# Things You Can Answer?



## rckclmb124 (Nov 28, 2009)

What are things you can answer? For instance, you can answer a question. But is there anything else?

Is a riddle something you can answer?
Is a proposition something you can answer?

What do you think.


----------



## FatBoyXPC (Nov 28, 2009)

Is a question something you can answer?


----------



## TioMario (Nov 28, 2009)

Is a useless thread something you can answer?


----------



## Muesli (Nov 28, 2009)

Work out your own crosswords.


----------



## Crazycuber (Nov 28, 2009)

Is a weird cuber something you can answer lol

[New record for me on 3x3: 26.54 seconds!]


----------



## TioMario (Nov 28, 2009)

Is THIS something you can answer?


----------



## Ranzha (Nov 28, 2009)

TioMario said:


> Is THIS something you can answer?



+1.

"Morning."
"MORNING!"
"What you got, then?"
"Well, there's egg and bacon;
uh, egg, sausage, and bacon;
egg and spam;
egg, bacon, and spam;
egg, bacon, sausage, and spam;
spam, bacon, sausage, and spam;
spam, egg, spam, spam, bacon, and spam;
spam, spam, spam, egg, and spam;
spam, spam, spam, spam, spam, spam, baked beans, spam, spam, spam, and spam;
or lobster thermidor aux crevettes with mornay sauce garnished with truffle pate, brandy, and a fried egg on top, and spam."

Just, yes.


----------



## shelley (Nov 29, 2009)

spam spam spam spam spam spam spam spam SPAMMITY SPAM! Wonderful spam!


----------



## qqwref (Nov 29, 2009)

"SHUT UP! SHUUUUT UUUP! SHUT UP! SHUT UP!
CAN'T HAVE EGG, BACON, SPAM AND SAUSAGE WITHOUT THE SPAM."
"Why not?"
"AUUAAUUAUUHHHRFGH IT WOULDN'T BE EGG, BACON, SPAM AND SAUSAGE, WOULD IT?"
"I DON'T LIKE SPAM!"
"Alright, don't make a fuss dear, I'll 'ave your spam - I love it!
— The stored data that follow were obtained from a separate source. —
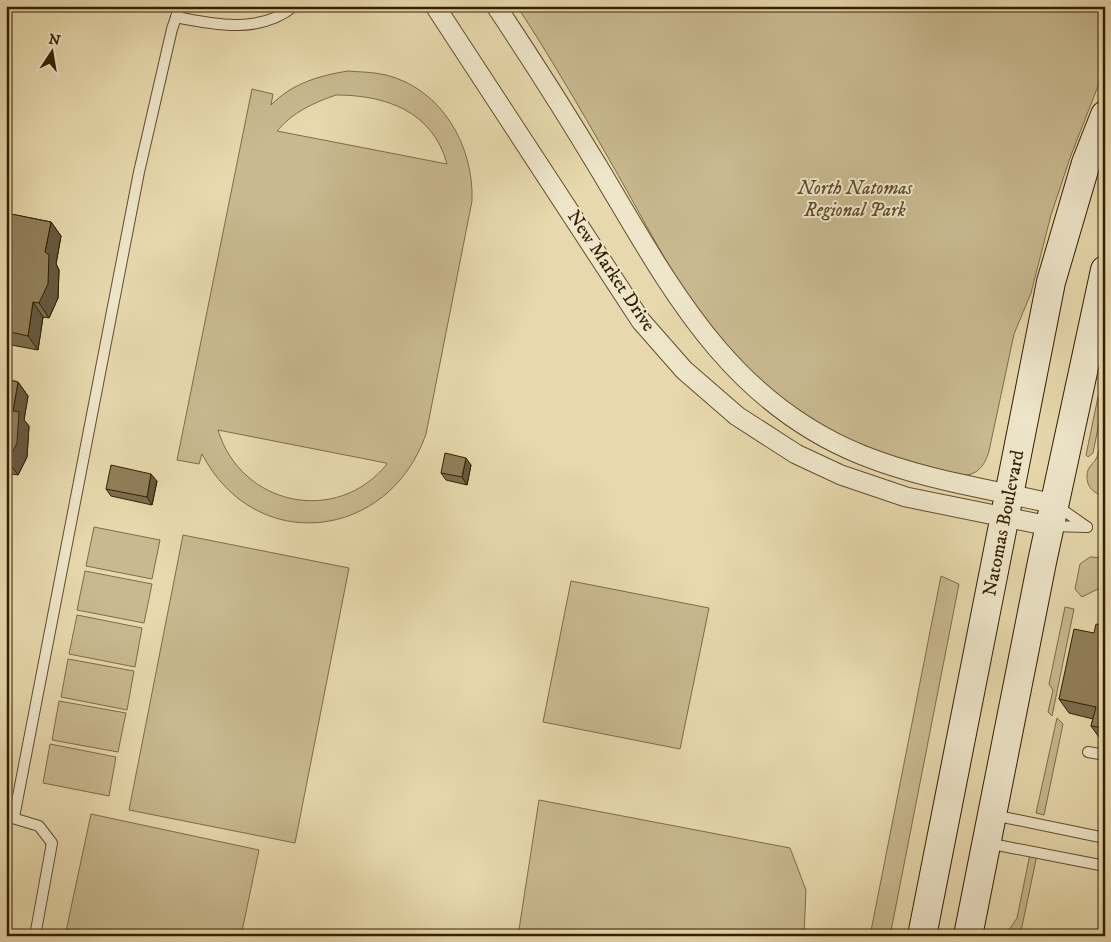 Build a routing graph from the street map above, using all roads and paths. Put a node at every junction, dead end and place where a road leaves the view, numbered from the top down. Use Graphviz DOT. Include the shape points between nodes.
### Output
graph roads {
  1 [pos="180,6"];
  2 [pos="294,6"];
  3 [pos="435,6"];
  4 [pos="496,6"];
  5 [pos="176,17"];
  6 [pos="1105,115"];
  7 [pos="1105,270"];
  8 [pos="1006,505"];
  9 [pos="1052,515"];
  10 [pos="1088,752"];
  11 [pos="1105,755"];
  12 [pos="992,815"];
  13 [pos="10,817"];
  14 [pos="1105,838"];
  15 [pos="986,843"];
  16 [pos="1105,866"];
  17 [pos="35,936"];
  18 [pos="922,936"];
  19 [pos="968,936"];
  1 -- 5 [label="lane"];
  2 -- 5 [label="lane" via="286,13 261,23 218,26"];
  3 -- 8 [label="street, New Market Drive" via="641,321 684,370 737,416 796,454 833,472 906,496"];
  4 -- 8 [label="street, New Market Drive" via="689,315 759,393 804,425 861,455"];
  5 -- 13 [label="lane" via="138,180"];
  6 -- 8 [label="main road, Natomas Boulevard" via="1086,163 1051,282"];
  7 -- 9 [label="main road"];
  8 -- 9 [label="street, New Market Drive"];
  8 -- 18 [label="main road, Natomas Boulevard"];
  9 -- 12 [label="main road"];
  10 -- 11 [label="lane"];
  12 -- 14 [label="lane"];
  12 -- 15 [label="main road"];
  13 -- 17 [label="lane" via="39,826 52,843"];
  15 -- 16 [label="lane"];
  15 -- 19 [label="main road"];
} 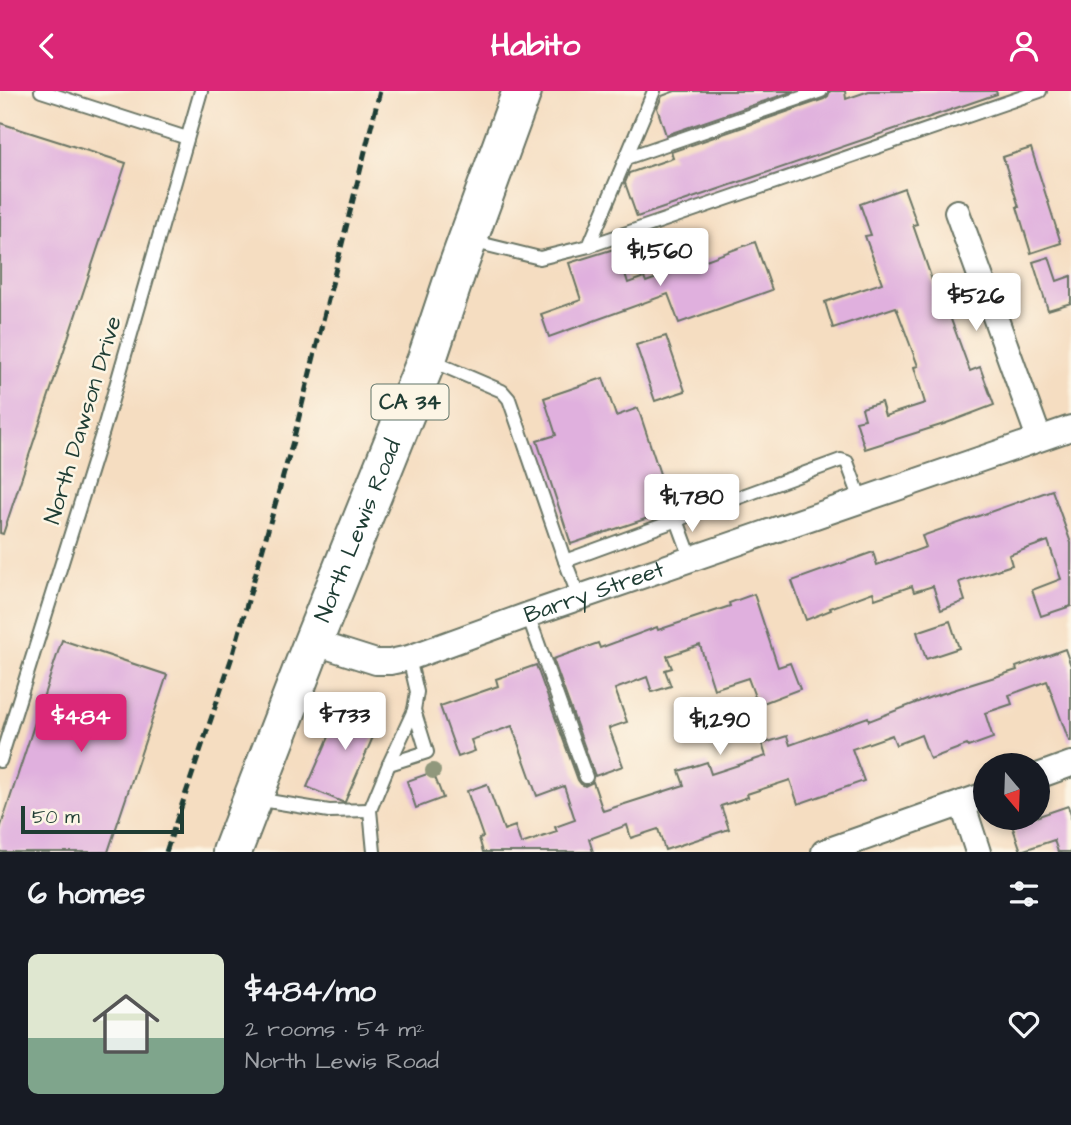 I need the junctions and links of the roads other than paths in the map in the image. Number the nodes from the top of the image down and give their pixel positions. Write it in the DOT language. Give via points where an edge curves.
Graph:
graph roads {
  1 [pos="41,91"];
  2 [pos="201,91"];
  3 [pos="522,91"];
  4 [pos="654,91"];
  5 [pos="821,91"];
  6 [pos="1040,91"];
  7 [pos="187,138"];
  8 [pos="626,158"];
  9 [pos="957,212"];
  10 [pos="468,240"];
  11 [pos="589,246"];
  12 [pos="427,359"];
  13 [pos="1071,428"];
  14 [pos="1039,438"];
  15 [pos="861,500"];
  16 [pos="677,520"];
  17 [pos="691,558"];
  18 [pos="565,561"];
  19 [pos="579,597"];
  20 [pos="528,615"];
  21 [pos="313,642"];
  22 [pos="410,658"];
  23 [pos="414,709"];
  24 [pos="0,761"];
  25 [pos="389,764"];
  26 [pos="1071,764"];
  27 [pos="1050,772"];
  28 [pos="586,777"];
  29 [pos="253,799"];
  30 [pos="973,799"];
  31 [pos="962,803"];
  32 [pos="370,810"];
  33 [pos="232,852"];
  34 [pos="374,852"];
  35 [pos="824,852"];
  36 [pos="978,852"];
  1 -- 7 [label="lane"];
  2 -- 7 [label="lane, North Dawson Drive"];
  3 -- 10 [label="main road, North Lewis Road / CA 34"];
  4 -- 8 [label="lane"];
  5 -- 8 [label="lane"];
  6 -- 11 [label="lane"];
  7 -- 24 [label="lane, North Dawson Drive" via="103,431"];
  8 -- 11 [label="lane"];
  9 -- 14 [label="street"];
  10 -- 11 [label="lane" via="540,258"];
  10 -- 12 [label="main road, North Lewis Road / CA 34"];
  12 -- 18 [label="lane" via="502,391 509,399"];
  12 -- 21 [label="main road, North Lewis Road / CA 34"];
  13 -- 14 [label="street, Barry Street"];
  14 -- 15 [label="street, Barry Street"];
  15 -- 16 [label="lane" via="847,462 841,460"];
  15 -- 17 [label="street, Barry Street"];
  16 -- 17 [label="lane"];
  16 -- 18 [label="lane"];
  17 -- 19 [label="street, Barry Street"];
  18 -- 19 [label="lane"];
  19 -- 20 [label="street, Barry Street"];
  20 -- 22 [label="street, Barry Street"];
  20 -- 28 [label="lane"];
  21 -- 22 [label="street, Barry Street" via="376,662"];
  21 -- 29 [label="main road, North Lewis Road / CA 34"];
  22 -- 23 [label="lane" via="417,692"];
  23 -- 25 [label="lane"];
  23 -- 25 [label="lane" via="426,752"];
  25 -- 32 [label="lane"];
  26 -- 27 [label="street"];
  29 -- 32 [label="lane" via="329,811"];
  29 -- 33 [label="main road, North Lewis Road / CA 34"];
  30 -- 31 [label="street"];
  31 -- 35 [label="street"];
  31 -- 36 [label="street"];
  32 -- 34 [label="lane"];
}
I'm 'avin' spam, spam, spam, spam, spam, spam, spam, baked beans, spam, spam, and spam!"
*vikings start singing*
"BAKED BEANS ARE OFF!"
"Can I 'ave spam instead?"
"YOU MEAN SPAM, SPAM, SPAM, SPAM, SPAM, SPAM, SPAM, SPAM, SPAM?"
"Yes."
"EUUHGGGH!"


----------



## IamWEB (Nov 29, 2009)

Is mayonnaise an instrument?


----------



## Edward (Nov 29, 2009)

WHOS YO DADDAY?


----------



## aronpm (Nov 29, 2009)

As a philosophy textbook once asked me:
_What colour is Thursday?_
_How much does purple weight?_


----------



## Nuceria (Nov 29, 2009)

Thursday is maroon, and purple is rather heavy, compared to the other colors


----------



## DavidWoner (Nov 29, 2009)

btw you can answer a phone. idk how that could be missed.


----------



## nitrocan (Nov 29, 2009)

DavidWoner said:


> btw you can answer a phone. idk how that could be missed.



Or the door.

Off-topic: What's with those awesome Pokémon avatars?


----------



## miniGOINGS (Nov 29, 2009)

nitrocan said:


> DavidWoner said:
> 
> 
> > btw you can answer a phone. idk how that could be missed.
> ...



You just got Pokéowned.


----------



## DavidWoner (Nov 29, 2009)

nitrocan said:


> DavidWoner said:
> 
> 
> > btw you can answer a phone. idk how that could be missed.
> ...



I GOTTA CATCH EM ALL!!!


----------



## nitrocan (Nov 29, 2009)

Good luck, I had only caught 74 of the first 151 on Fire Red, less on Red/Blue. Then after Mewtwo, the game got boring since I need to participate in a "Nintendo Event" or something to get to the last two islands. (or cheat using gameshark)


----------



## miniGOINGS (Nov 29, 2009)

nitrocan said:


> Good luck, I had only caught 74 of the first 151 on Fire Red, less on Red/Blue. Then after Mewtwo, the game got boring since I need to participate in a "Nintendo Event" or something to get to the last two islands. (or cheat using gameshark)



Technically Mew doesn't exist in the first generation games (technically) so really it's only 150.


----------



## 4Chan (Nov 29, 2009)

Missingno!!!


----------



## miniGOINGS (Nov 29, 2009)

Cubes=Life said:


> Missingno!!!



Is that HP bar edited at all? I prefer the L0 Missingno myself.


----------



## 4Chan (Nov 29, 2009)

Nope, gameshark.
Mine was like that too.


----------



## Logan (Nov 29, 2009)

i did it without gameshark on yellow for gb. idk how, it was a long time ago.


----------



## miniGOINGS (Nov 29, 2009)

Logan said:


> i did it without gameshark on yellow for gb. idk how, it was a long time ago.



It's really easy. Same with Mew. Actually, I think you can get all 151 Pokemon using the Mew glitch.


----------



## nitrocan (Nov 30, 2009)

There are also pokemon like Glitch Charizard, and others with names I can't remember.


----------



## miniGOINGS (Nov 30, 2009)

nitrocan said:


> There are also pokemon like Glitch Charizard, and others with names I can't remember.



All of these are obtainable without any cheating device.

R/B (Y)
'M (3TrainerPoké)
Missingno. (Missingno.)
A (4 4)
a (44Hy)
Chiisai-u (♀)
.4 (pPkMnp)
h POKé (Z4)
PokéWTrainer (X ゥ- xゥ,)
PkMn (4. .)
LM4 (7g)
p T (Glitchy Charizard)
PC4SH (CA)
4B 8 4 8 (B)
PkMnaPkMnfPkMnk (D8)
Glitchy Nidorino (ゥゥ♂)
Charizard 'M (Q)


----------



## nitrocan (Nov 30, 2009)

I'm assuming you need the Mew Glitch though?


----------



## miniGOINGS (Nov 30, 2009)

nitrocan said:


> I'm assuming you need the Mew Glitch though?



Nope. Tonnes of different ways of getting the glitch Pokemon. http://bulbapedia.bulbagarden.net/wiki/Glitch_Pok%C3%A9mon


----------